Lessons in Leadership: Insight From the South Pole
It’s been six weeks since I returned from the South Pole after completing the South Pole Energy Challenge (SPEC) with Robert Swan and the Last Degree team. Re-entry has been meteoric, at best – and getting back in the game has been as much of a challenge as trekking across Antarctica’s tundra (which should explain my radio silence on my blogs). But, despite time and distance, the South Pole stays on my mind, and I think it will for the rest of my life.
At first glance, the combination of Commvault and Swan’s 2041 organization isn’t an obvious one. But like all the best relationships, both sides have complementary skill sets and attributes that fit together to achieve an effective partnership. Commvault first met Robert through our customer, General Electric, and to see if he would be a good fit as a speaker at Commvault GO (he was, by the way).
The more we spoke to Robert, the more we realized how all great causes – be it corporate or philanthropic – rely on data. When we assessed 2041’s data infrastructure and protection capabilities (which were basic, at best), we realized 2041 needed us to help it connect and share its data with the people who could, in turn, act differently in ways to preserve the natural resources of the world.
With our participation secured, it was time for me to carry Commvault’s flag to the South Pole by joining a team of strangers to walk the final 60 miles with Robert to complete the SPEC. I was uncertain what this once-in-a-lifetime experience would teach me and how it would impact the way I work. Turns out, I gained a great deal of insight – not only on how to change my management style, but how our customers use data and value resources.
- Leadership Matters: To state the obvious - it’s dangerous on the ice. Our team was dependent on each other for survival. Our guides were critical. With no leadership, there is no direction. And leadership comes not just from the top – it comes from everywhere. Each person shows leadership through personal responsibility and accountability.

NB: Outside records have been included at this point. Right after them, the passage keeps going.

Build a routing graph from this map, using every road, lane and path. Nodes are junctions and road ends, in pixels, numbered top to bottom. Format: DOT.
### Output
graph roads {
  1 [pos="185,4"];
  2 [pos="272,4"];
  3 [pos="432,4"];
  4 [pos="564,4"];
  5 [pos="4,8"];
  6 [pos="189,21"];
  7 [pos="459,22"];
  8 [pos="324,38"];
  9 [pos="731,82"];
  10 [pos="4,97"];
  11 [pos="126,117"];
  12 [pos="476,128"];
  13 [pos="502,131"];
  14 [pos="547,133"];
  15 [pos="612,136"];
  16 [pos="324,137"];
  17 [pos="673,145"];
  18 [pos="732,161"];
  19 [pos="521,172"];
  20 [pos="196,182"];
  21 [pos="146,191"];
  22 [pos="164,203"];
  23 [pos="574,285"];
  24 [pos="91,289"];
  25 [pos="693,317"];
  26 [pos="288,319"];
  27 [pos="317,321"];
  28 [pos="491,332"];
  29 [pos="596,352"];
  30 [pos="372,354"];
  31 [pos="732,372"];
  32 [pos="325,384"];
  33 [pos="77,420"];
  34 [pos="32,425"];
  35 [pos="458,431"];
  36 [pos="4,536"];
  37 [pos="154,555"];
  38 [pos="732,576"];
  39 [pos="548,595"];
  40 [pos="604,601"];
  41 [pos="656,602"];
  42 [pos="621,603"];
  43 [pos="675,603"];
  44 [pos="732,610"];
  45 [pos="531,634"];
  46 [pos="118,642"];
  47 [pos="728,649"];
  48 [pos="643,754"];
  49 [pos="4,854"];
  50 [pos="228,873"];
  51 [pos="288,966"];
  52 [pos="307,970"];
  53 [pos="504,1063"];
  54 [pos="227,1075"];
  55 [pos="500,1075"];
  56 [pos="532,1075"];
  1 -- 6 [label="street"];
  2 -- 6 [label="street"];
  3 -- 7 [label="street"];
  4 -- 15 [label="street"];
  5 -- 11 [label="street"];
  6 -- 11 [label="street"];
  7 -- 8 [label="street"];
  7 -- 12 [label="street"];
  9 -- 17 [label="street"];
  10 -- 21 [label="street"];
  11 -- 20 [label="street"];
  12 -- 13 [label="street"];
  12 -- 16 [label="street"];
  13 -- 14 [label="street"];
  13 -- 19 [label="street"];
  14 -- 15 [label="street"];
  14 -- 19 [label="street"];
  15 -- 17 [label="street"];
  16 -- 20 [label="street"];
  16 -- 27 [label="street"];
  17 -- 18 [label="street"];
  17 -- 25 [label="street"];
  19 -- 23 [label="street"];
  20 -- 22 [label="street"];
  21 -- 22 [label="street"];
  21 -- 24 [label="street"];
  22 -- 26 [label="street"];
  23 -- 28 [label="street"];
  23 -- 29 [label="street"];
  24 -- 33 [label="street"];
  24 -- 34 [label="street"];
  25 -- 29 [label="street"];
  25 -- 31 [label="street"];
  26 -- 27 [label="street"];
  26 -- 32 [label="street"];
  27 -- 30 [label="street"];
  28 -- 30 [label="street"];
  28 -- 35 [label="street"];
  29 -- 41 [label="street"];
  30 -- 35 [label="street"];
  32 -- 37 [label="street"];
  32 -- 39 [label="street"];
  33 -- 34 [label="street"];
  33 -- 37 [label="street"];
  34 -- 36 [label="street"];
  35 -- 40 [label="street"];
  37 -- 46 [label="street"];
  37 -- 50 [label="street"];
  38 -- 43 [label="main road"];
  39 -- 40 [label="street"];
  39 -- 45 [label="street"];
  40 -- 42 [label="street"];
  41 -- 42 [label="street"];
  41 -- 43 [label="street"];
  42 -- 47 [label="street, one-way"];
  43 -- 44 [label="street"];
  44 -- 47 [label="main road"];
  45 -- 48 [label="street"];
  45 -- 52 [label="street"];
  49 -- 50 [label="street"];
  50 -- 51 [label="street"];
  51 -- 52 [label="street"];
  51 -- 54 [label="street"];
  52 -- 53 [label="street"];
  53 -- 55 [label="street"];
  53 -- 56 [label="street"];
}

Sometimes that leadership comes from unexpected places. In our industry, it can be the person in the data center who ensures the business can recover when things go sideways.
- Smart Resourcing: It is impossible not to be acutely aware of resource management when out on an expedition. Water, food, sleep, solar power – all of these resources had to be constantly monitored so we knew we had the right supplies and capabilities to put one ski in front of the other for another day. CIOs think this way, too. They know the importance of managing resources: people, financial, even time. From energy needs to hardware purchases – CIOs are on an endless mission to make sure operations are moving efficiently.

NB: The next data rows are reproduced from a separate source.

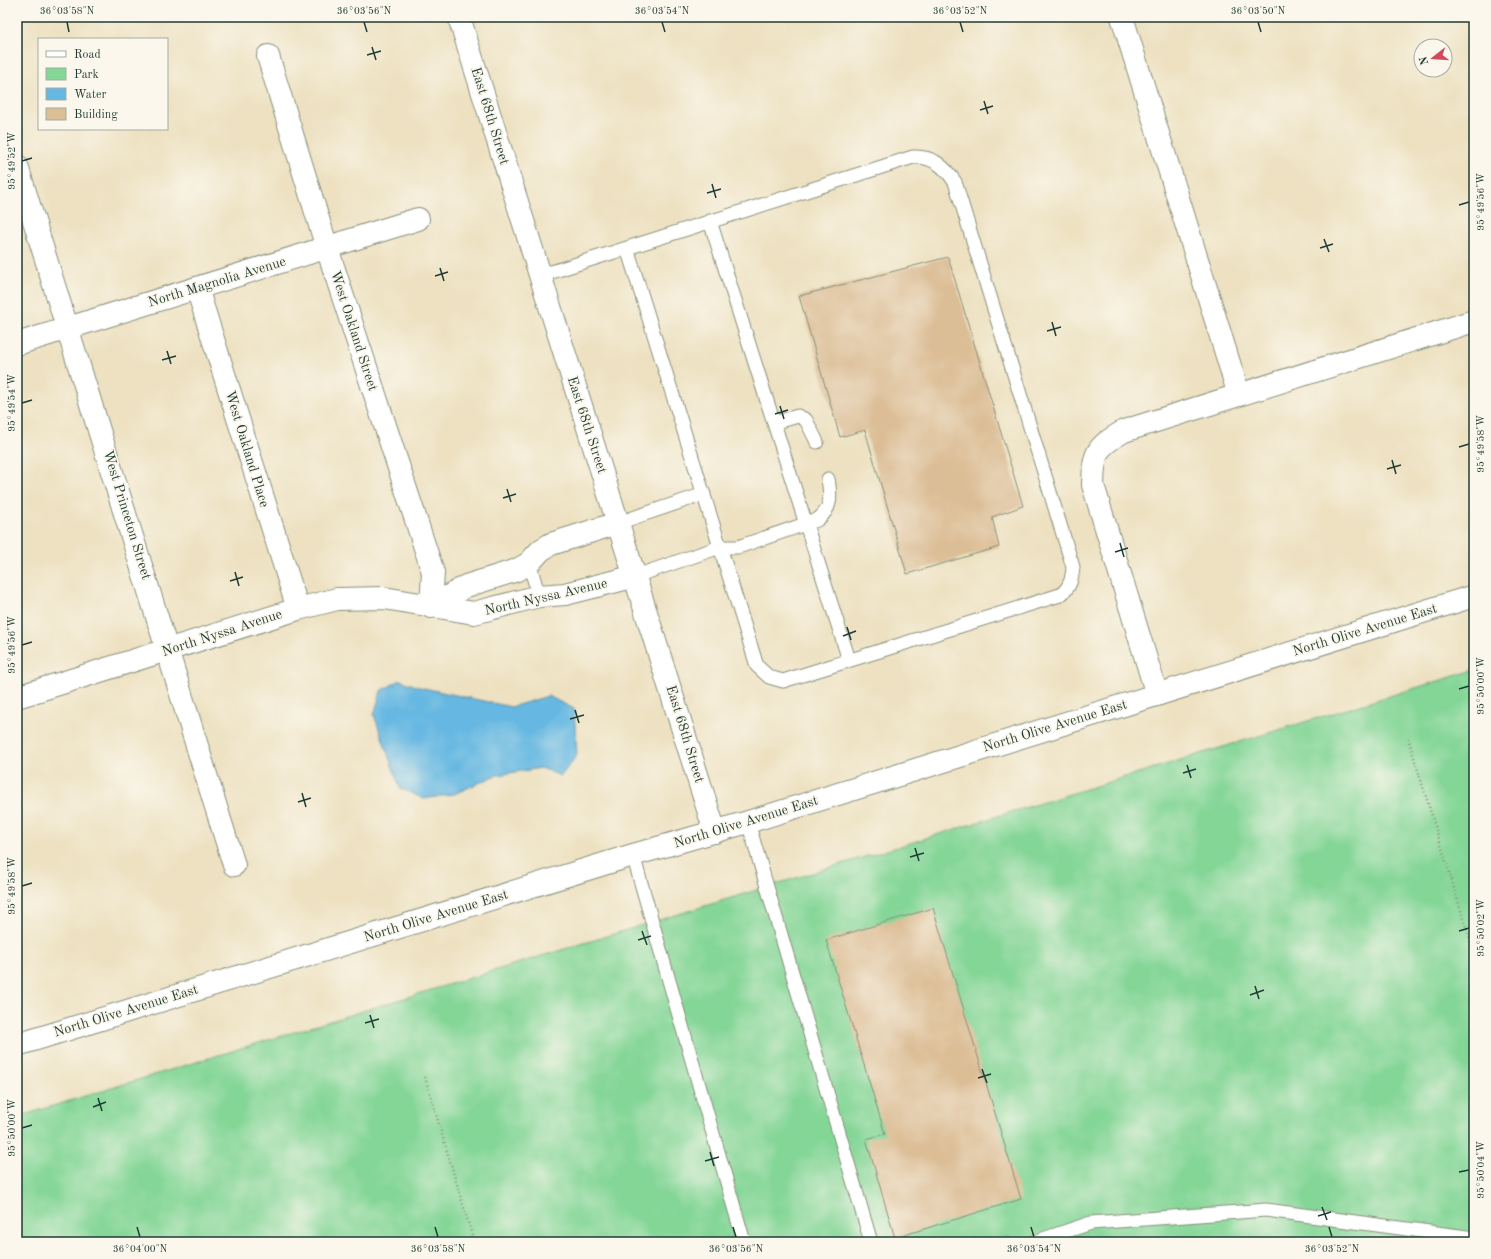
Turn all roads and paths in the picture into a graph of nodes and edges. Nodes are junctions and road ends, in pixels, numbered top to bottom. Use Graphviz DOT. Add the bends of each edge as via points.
graph roads {
  1 [pos="459,17"];
  2 [pos="1122,17"];
  3 [pos="268,56"];
  4 [pos="17,166"];
  5 [pos="418,219"];
  6 [pos="710,222"];
  7 [pos="327,248"];
  8 [pos="627,248"];
  9 [pos="539,276"];
  10 [pos="197,288"];
  11 [pos="1474,321"];
  12 [pos="68,328"];
  13 [pos="17,344"];
  14 [pos="1239,395"];
  15 [pos="774,423"];
  16 [pos="817,442"];
  17 [pos="828,479"];
  18 [pos="704,494"];
  19 [pos="618,523"];
  20 [pos="806,524"];
  21 [pos="720,547"];
  22 [pos="529,563"];
  23 [pos="636,576"];
  24 [pos="539,596"];
  25 [pos="1474,596"];
  26 [pos="431,607"];
  27 [pos="298,609"];
  28 [pos="169,650"];
  29 [pos="849,660"];
  30 [pos="1157,695"];
  31 [pos="17,697"];
  32 [pos="1408,738"];
  33 [pos="748,822"];
  34 [pos="715,832"];
  35 [pos="633,855"];
  36 [pos="234,865"];
  37 [pos="1474,953"];
  38 [pos="17,1045"];
  39 [pos="425,1077"];
  40 [pos="1474,1238"];
  41 [pos="474,1242"];
  42 [pos="744,1242"];
  43 [pos="871,1242"];
  44 [pos="1034,1242"];
  1 -- 9 [label="street, East 68th Street"];
  2 -- 14 [label="street"];
  3 -- 7 [label="street, West Oakland Street"];
  4 -- 12 [label="street, West Princeton Street"];
  5 -- 7 [label="street, North Magnolia Avenue"];
  6 -- 8 [label="lane"];
  6 -- 15 [label="lane"];
  6 -- 29 [label="lane" via="913,157 932,160 948,172 955,182 1073,567 1072,576 1066,590 1060,595"];
  7 -- 10 [label="street, North Magnolia Avenue"];
  7 -- 26 [label="street, West Oakland Street" via="433,572"];
  8 -- 9 [label="lane"];
  8 -- 18 [label="lane"];
  9 -- 19 [label="street, East 68th Street"];
  10 -- 12 [label="street, North Magnolia Avenue"];
  10 -- 27 [label="street, West Oakland Place"];
  11 -- 14 [label="street"];
  12 -- 13 [label="street, North Magnolia Avenue"];
  12 -- 28 [label="street, West Princeton Street"];
  14 -- 30 [label="street" via="1124,431 1102,445 1095,456 1093,485"];
  15 -- 16 [label="lane" via="798,416 806,420"];
  15 -- 20 [label="lane"];
  17 -- 20 [label="lane" via="829,506 825,514"];
  18 -- 19 [label="lane"];
  18 -- 21 [label="lane"];
  19 -- 22 [label="street" via="551,544"];
  19 -- 23 [label="street, East 68th Street"];
  20 -- 21 [label="lane" via="738,547"];
  20 -- 29 [label="lane"];
  21 -- 23 [label="lane"];
  21 -- 29 [label="lane" via="757,666 769,677 783,681"];
  22 -- 24 [label="lane"];
  22 -- 26 [label="street" via="517,570 466,586"];
  23 -- 24 [label="street, North Nyssa Avenue" via="565,594"];
  23 -- 34 [label="street, East 68th Street"];
  24 -- 26 [label="street, North Nyssa Avenue" via="474,613"];
  25 -- 30 [label="street, North Olive Avenue East"];
  26 -- 27 [label="street, North Nyssa Avenue" via="384,598 338,599"];
  27 -- 28 [label="street, North Nyssa Avenue"];
  28 -- 31 [label="street, North Nyssa Avenue"];
  28 -- 36 [label="street, West Princeton Street"];
  30 -- 33 [label="street, North Olive Avenue East"];
  32 -- 37 [label="path"];
  33 -- 34 [label="street, North Olive Avenue East"];
  33 -- 43 [label="lane"];
  34 -- 35 [label="street, North Olive Avenue East"];
  35 -- 38 [label="street, North Olive Avenue East"];
  35 -- 42 [label="lane"];
  39 -- 41 [label="path"];
  40 -- 44 [label="lane" via="1266,1210 1091,1223"];
}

- The team is everything (leave your ego at the door): There is a collective, group dynamic needed to successfully complete an expedition like the SPEC. When I first joined the team, I was a bit concerned whether this dynamic would happen for us. You’re dealing with some strong individuals. Like so many things in life, in an effort like ours, the individual cannot secure the team’s success. A collective, group dynamic has to synch properly so everyone reaches the final goal. Fortunately, our team was excellent from the start. There were no prima donnas; our rallying cry was to help each other, and be mindful of people who were injured or were ill. We took care of people who were having a tough day, and most important, we put our personal agendas aside for the greater good of the team. We each committed to our own responsibility for ourselves. When you are part of team, you have to make sure you are completely prepared so you don’t negatively impact the team. When the team needs to move in order to make sure it skis the required miles for one day, you better be ready to go – no one is going to wait for you.
I’m sure the lessons I learned on the ice will continue to evolve in my daily work life. For now, I will be cognizant of finding the right guide for the right project, to manage resources, to promote a collective, group dynamic, put my personal agenda aside, and finally, be prepared so I don’t hold my team back.
My business insight from my adventure is that while the importance of data is without question, the protection of data is imperative. I’m proud Commvault will continue to provide ongoing support to the 2041 organization for years to come for its day-to-day operations.
That also includes data storage and protection of the critical data 2041 will use to pursue its mission of protecting Antarctica and driving its message of renewable, sustainable energy adoption to combat climate change.
I think the unlikely, yet remarkable, partnership between Commvault and 2041 shows the power of doing things differently to make sure we stay on the right side of history.